(Dataset entries)
★ ★ ★ ★ ★

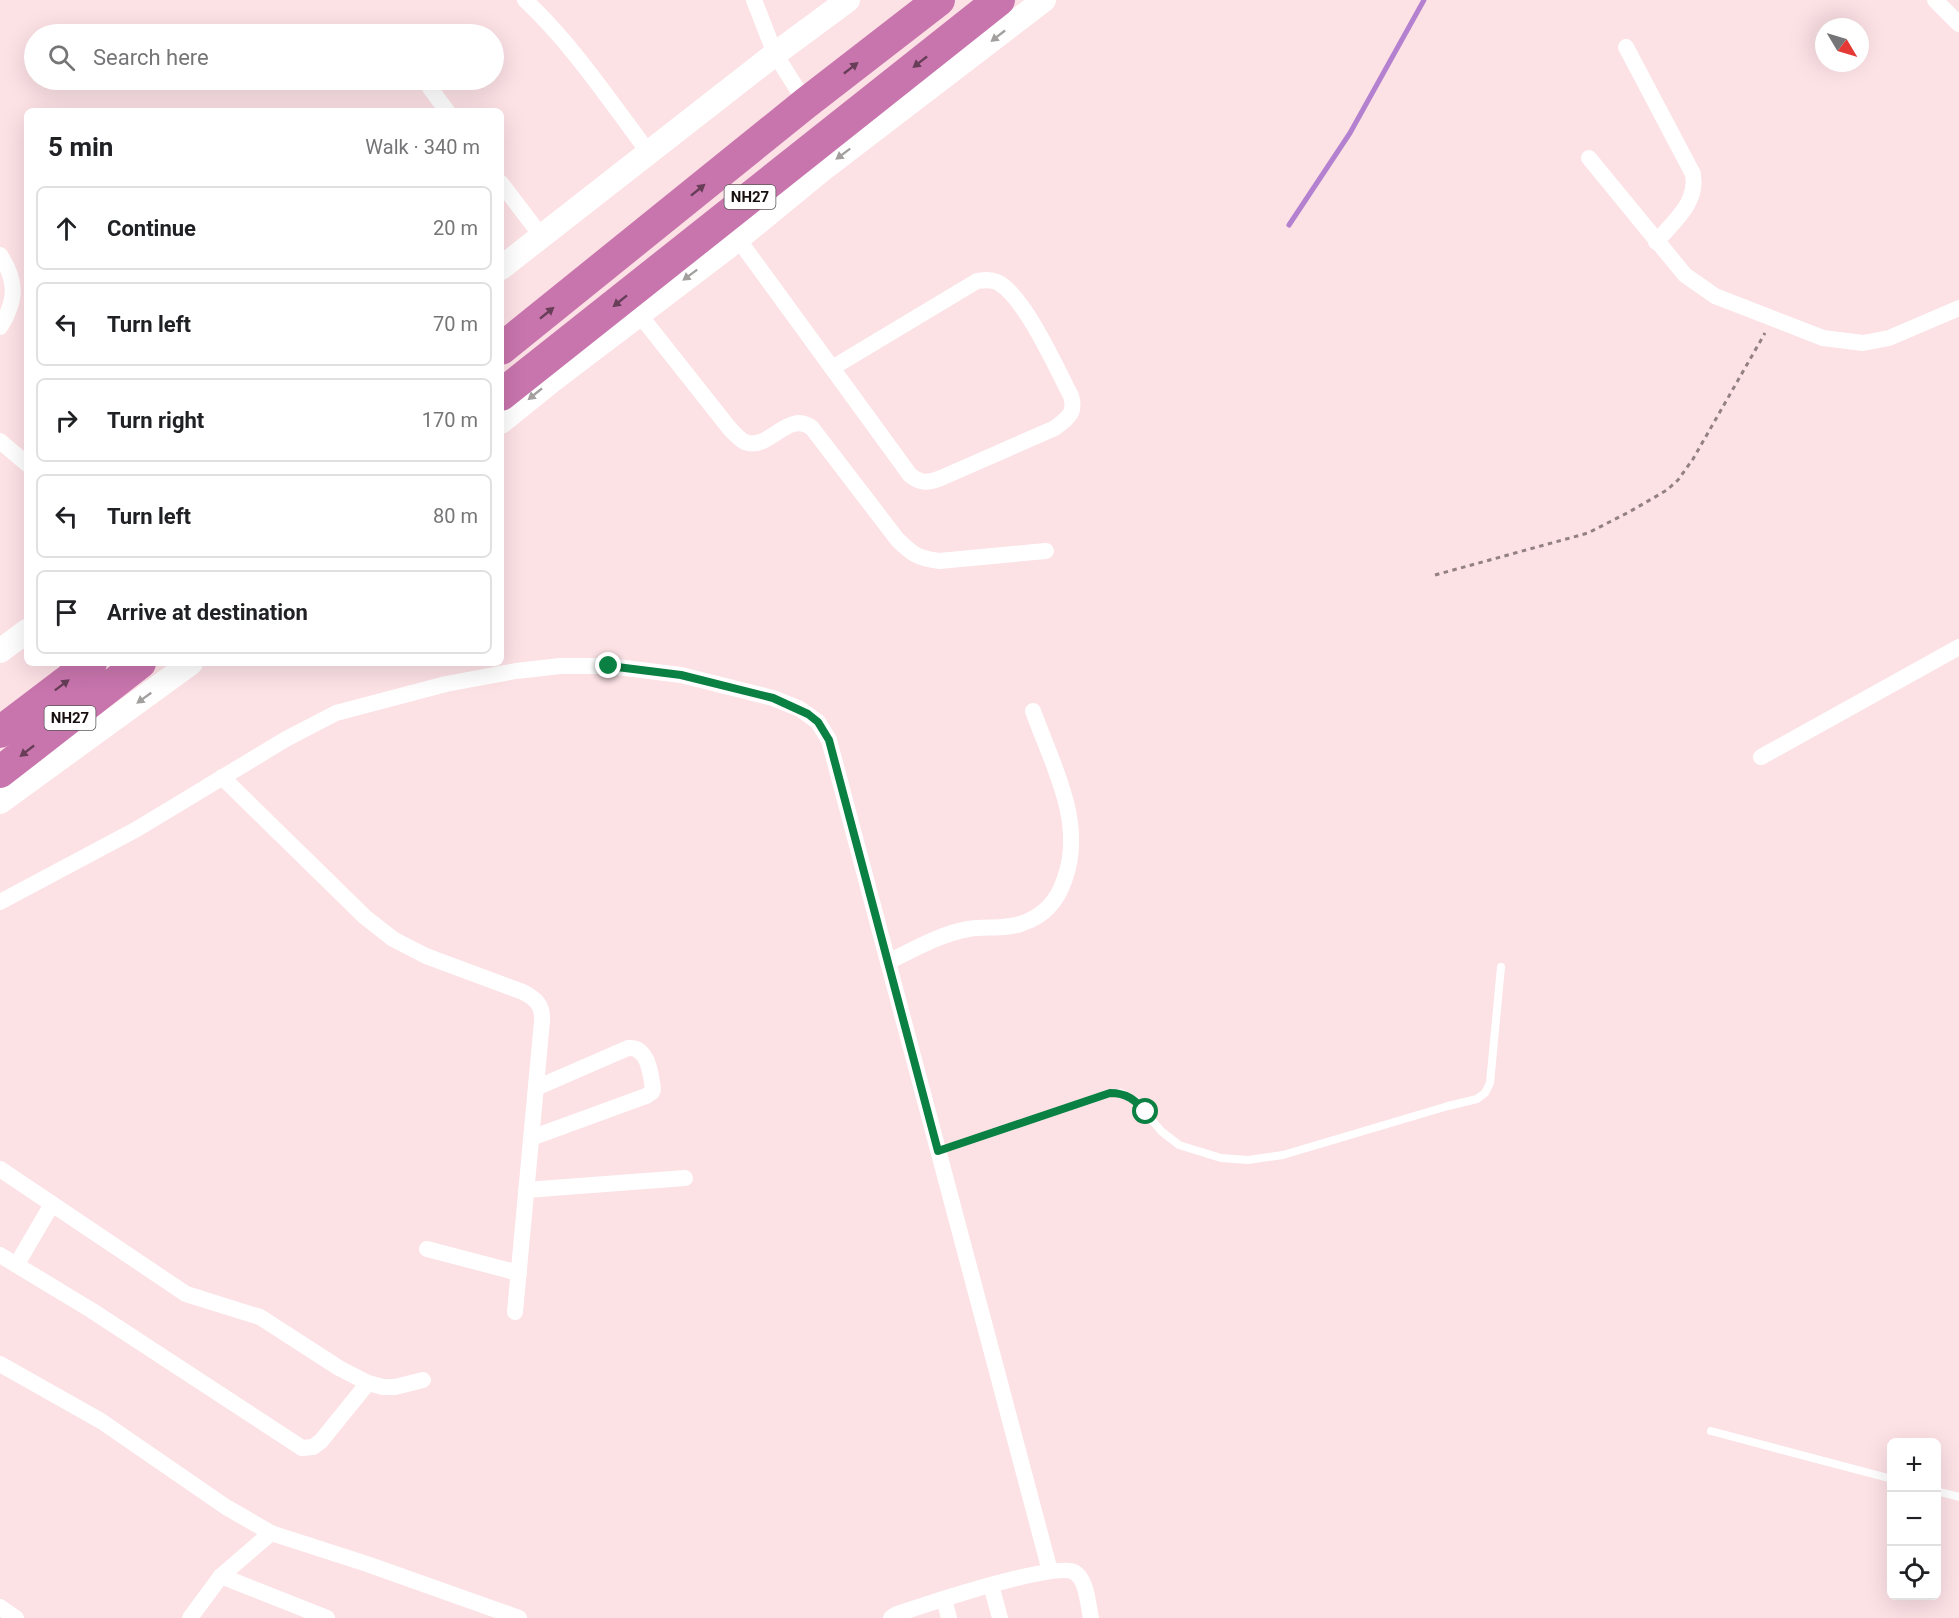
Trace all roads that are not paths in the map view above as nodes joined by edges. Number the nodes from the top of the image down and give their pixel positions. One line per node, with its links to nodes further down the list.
1 (525, 0): 14 (street)
2 (754, 0): 10 (street)
3 (848, 0): 10 (street)
4 (939, 0): 12 (highway, NH27, one-way to 4)
5 (999, 0): 27 (highway, NH27, one-way to 27)
6 (1044, 0): 18 (street, one-way to 18)
7 (1935, 0): 8 (street)
8 (1959, 24)
9 (1626, 47): 19 (street)
10 (775, 54): 12 (street); 14 (street)
11 (431, 90): 13 (street)
12 (806, 103): 25 (highway, NH27, one-way to 12)
13 (445, 108)
14 (649, 153): 17 (street)
15 (1589, 158): 19 (street)
16 (504, 187): 17 (street)
17 (542, 237): 21 (street)
18 (738, 239): 23 (street, one-way to 23); 26 (street)
19 (1656, 242): 22 (street)
20 (0, 255): 24 (street)
21 (504, 266)
22 (1959, 308)
23 (639, 314): 28 (street, one-way to 28); 31 (street)
24 (0, 327)
25 (504, 347)
26 (832, 368): 26 (street)
27 (504, 393)
28 (504, 420)
29 (0, 441): 30 (street)
30 (24, 461)
31 (1046, 551)
32 (24, 632): 34 (street)
33 (1959, 647): 40 (street)
34 (0, 651)
35 (87, 666): 39 (highway, NH27, one-way to 35)
36 (136, 666): 41 (highway, NH27, one-way to 41)
37 (187, 666): 43 (street, one-way to 43)
38 (1033, 711): 45 (street)
39 (0, 732)
40 (1761, 757)
41 (0, 772)
42 (222, 777): 44 (street); 45 (street); 47 (street)
43 (0, 802)
44 (0, 902)
45 (888, 962): 49 (street)
46 (1501, 968): 49 (lane)
47 (536, 1088): 48 (street); 48 (street)
48 (531, 1138): 52 (street)
49 (938, 1151): 67 (street)
50 (0, 1169): 53 (street)
51 (685, 1178): 52 (street)
52 (526, 1190): 57 (street)
53 (52, 1203): 56 (street); 61 (street)
54 (427, 1249): 57 (street)
55 (0, 1255): 56 (street)
56 (16, 1264): 61 (street)
57 (519, 1273): 58 (street)
58 (515, 1312)
59 (0, 1364): 66 (street)
60 (423, 1380): 61 (street)
61 (368, 1383)
62 (1711, 1431): 63 (lane)
63 (1887, 1478)
64 (1940, 1492): 65 (lane)
65 (1959, 1497)
66 (271, 1533): 68 (street); 72 (street)
67 (1050, 1571): 69 (street); 80 (street)
68 (221, 1576): 74 (street); 75 (street)
69 (991, 1585): 70 (street); 79 (street)
70 (944, 1599): 77 (street); 78 (street)
71 (0, 1607): 73 (street)
72 (496, 1615): 76 (street)
73 (16, 1618)
74 (190, 1618)
75 (327, 1618)
76 (519, 1618)
77 (891, 1618)
78 (949, 1618)
79 (1000, 1618)
80 (1091, 1618)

★ ★ ★ ★ ★

WHAT YOU WILL DO:
Drop the images and return the data verbatim.

TASK OUTPUT:
Trace all roads that are not paths in the map view above as nodes joined by edges. Number the nodes from the top of the image down and give their pixel positions. One line per node, with its links to nodes further down the list.
1 (525, 0): 14 (street)
2 (754, 0): 10 (street)
3 (848, 0): 10 (street)
4 (939, 0): 12 (highway, NH27, one-way to 4)
5 (999, 0): 27 (highway, NH27, one-way to 27)
6 (1044, 0): 18 (street, one-way to 18)
7 (1935, 0): 8 (street)
8 (1959, 24)
9 (1626, 47): 19 (street)
10 (775, 54): 12 (street); 14 (street)
11 (431, 90): 13 (street)
12 (806, 103): 25 (highway, NH27, one-way to 12)
13 (445, 108)
14 (649, 153): 17 (street)
15 (1589, 158): 19 (street)
16 (504, 187): 17 (street)
17 (542, 237): 21 (street)
18 (738, 239): 23 (street, one-way to 23); 26 (street)
19 (1656, 242): 22 (street)
20 (0, 255): 24 (street)
21 (504, 266)
22 (1959, 308)
23 (639, 314): 28 (street, one-way to 28); 31 (street)
24 (0, 327)
25 (504, 347)
26 (832, 368): 26 (street)
27 (504, 393)
28 (504, 420)
29 (0, 441): 30 (street)
30 (24, 461)
31 (1046, 551)
32 (24, 632): 34 (street)
33 (1959, 647): 40 (street)
34 (0, 651)
35 (87, 666): 39 (highway, NH27, one-way to 35)
36 (136, 666): 41 (highway, NH27, one-way to 41)
37 (187, 666): 43 (street, one-way to 43)
38 (1033, 711): 45 (street)
39 (0, 732)
40 (1761, 757)
41 (0, 772)
42 (222, 777): 44 (street); 45 (street); 47 (street)
43 (0, 802)
44 (0, 902)
45 (888, 962): 49 (street)
46 (1501, 968): 49 (lane)
47 (536, 1088): 48 (street); 48 (street)
48 (531, 1138): 52 (street)
49 (938, 1151): 67 (street)
50 (0, 1169): 53 (street)
51 (685, 1178): 52 (street)
52 (526, 1190): 57 (street)
53 (52, 1203): 56 (street); 61 (street)
54 (427, 1249): 57 (street)
55 (0, 1255): 56 (street)
56 (16, 1264): 61 (street)
57 (519, 1273): 58 (street)
58 (515, 1312)
59 (0, 1364): 66 (street)
60 (423, 1380): 61 (street)
61 (368, 1383)
62 (1711, 1431): 63 (lane)
63 (1887, 1478)
64 (1940, 1492): 65 (lane)
65 (1959, 1497)
66 (271, 1533): 68 (street); 72 (street)
67 (1050, 1571): 69 (street); 80 (street)
68 (221, 1576): 74 (street); 75 (street)
69 (991, 1585): 70 (street); 79 (street)
70 (944, 1599): 77 (street); 78 (street)
71 (0, 1607): 73 (street)
72 (496, 1615): 76 (street)
73 (16, 1618)
74 (190, 1618)
75 (327, 1618)
76 (519, 1618)
77 (891, 1618)
78 (949, 1618)
79 (1000, 1618)
80 (1091, 1618)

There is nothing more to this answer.